§ **Work instruction**:
Below are some records. Pull every line that contains the word "junction".

§ **Task input**:
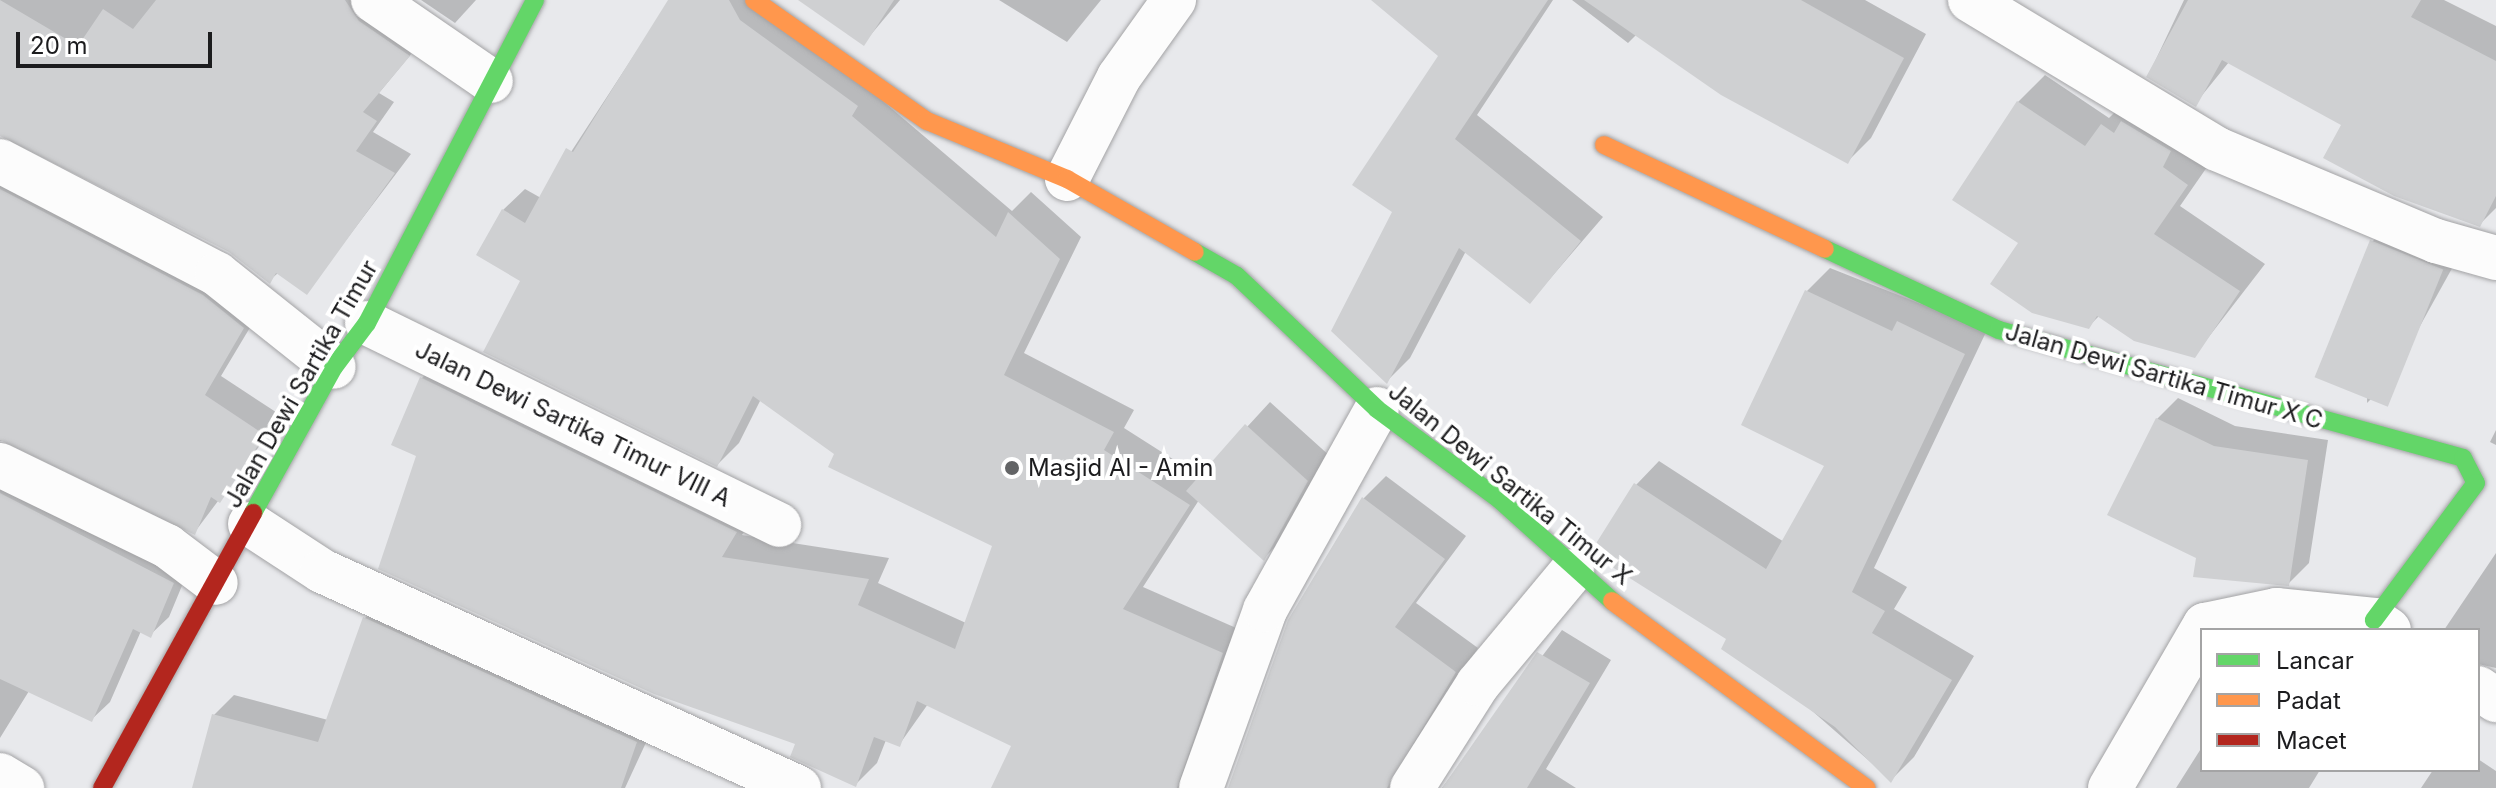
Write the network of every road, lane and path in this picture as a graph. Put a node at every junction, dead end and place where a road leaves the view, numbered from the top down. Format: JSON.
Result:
{"nodes":[{"id":1,"x":373,"y":0,"type":"edge"},
{"id":2,"x":535,"y":0,"type":"edge"},
{"id":3,"x":754,"y":0,"type":"edge"},
{"id":4,"x":1174,"y":0,"type":"edge"},
{"id":5,"x":1970,"y":0,"type":"edge"},
{"id":6,"x":491,"y":81,"type":"junction"},
{"id":7,"x":1604,"y":145,"type":"dead end"},
{"id":8,"x":0,"y":161,"type":"edge"},
{"id":9,"x":1067,"y":179,"type":"junction"},
{"id":10,"x":2496,"y":258,"type":"edge"},
{"id":11,"x":367,"y":323,"type":"junction"},
{"id":12,"x":334,"y":367,"type":"junction"},
{"id":13,"x":1377,"y":409,"type":"junction"},
{"id":14,"x":0,"y":465,"type":"edge"},
{"id":15,"x":250,"y":524,"type":"junction"},
{"id":16,"x":779,"y":525,"type":"dead end"},
{"id":17,"x":1572,"y":571,"type":"junction"},
{"id":18,"x":216,"y":583,"type":"junction"},
{"id":19,"x":2382,"y":625,"type":"edge"},
{"id":20,"x":2203,"y":628,"type":"edge"},
{"id":21,"x":2200,"y":634,"type":"edge"},
{"id":22,"x":0,"y":775,"type":"edge"},
{"id":23,"x":22,"y":788,"type":"edge"},
{"id":24,"x":102,"y":788,"type":"edge"},
{"id":25,"x":799,"y":788,"type":"edge"},
{"id":26,"x":1201,"y":788,"type":"edge"},
{"id":27,"x":1412,"y":788,"type":"edge"},
{"id":28,"x":1867,"y":788,"type":"edge"},
{"id":29,"x":2110,"y":788,"type":"edge"}],
"edges":[{"from":1,"to":6,"type":"street"},
{"from":2,"to":6,"type":"street","name":"Jalan Dewi Sartika Timur"},
{"from":3,"to":9,"type":"street","name":"Jalan Dewi Sartika Timur X"},
{"from":4,"to":9,"type":"street"},
{"from":5,"to":10,"type":"street"},
{"from":6,"to":11,"type":"street","name":"Jalan Dewi Sartika Timur"},
{"from":7,"to":19,"type":"street","name":"Jalan Dewi Sartika Timur X C"},
{"from":8,"to":12,"type":"street"},
{"from":9,"to":13,"type":"street","name":"Jalan Dewi Sartika Timur X"},
{"from":11,"to":12,"type":"street","name":"Jalan Dewi Sartika Timur"},
{"from":11,"to":16,"type":"street","name":"Jalan Dewi Sartika Timur VIII A"},
{"from":12,"to":15,"type":"street","name":"Jalan Dewi Sartika Timur"},
{"from":13,"to":17,"type":"street","name":"Jalan Dewi Sartika Timur X"},
{"from":13,"to":26,"type":"street"},
{"from":14,"to":18,"type":"street"},
{"from":15,"to":18,"type":"street","name":"Jalan Dewi Sartika Timur"},
{"from":15,"to":25,"type":"street"},
{"from":17,"to":27,"type":"street"},
{"from":17,"to":28,"type":"street","name":"Jalan Dewi Sartika Timur X"},
{"from":18,"to":24,"type":"street","name":"Jalan Dewi Sartika Timur"},
{"from":19,"to":20,"type":"street","name":"Jalan Dewi Sartika Timur X C"},
{"from":21,"to":29,"type":"street","name":"Jalan Dewi Sartika Timur X C"},
{"from":22,"to":23,"type":"street"}]}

§ **Exercise response**:
Write the network of every road, lane and path in this picture as a graph. Put a node at every junction, dead end and place where a road leaves the view, numbered from the top down. Format: JSON.
{"id":6,"x":491,"y":81,"type":"junction"},
{"id":9,"x":1067,"y":179,"type":"junction"},
{"id":11,"x":367,"y":323,"type":"junction"},
{"id":12,"x":334,"y":367,"type":"junction"},
{"id":13,"x":1377,"y":409,"type":"junction"},
{"id":15,"x":250,"y":524,"type":"junction"},
{"id":17,"x":1572,"y":571,"type":"junction"},
{"id":18,"x":216,"y":583,"type":"junction"},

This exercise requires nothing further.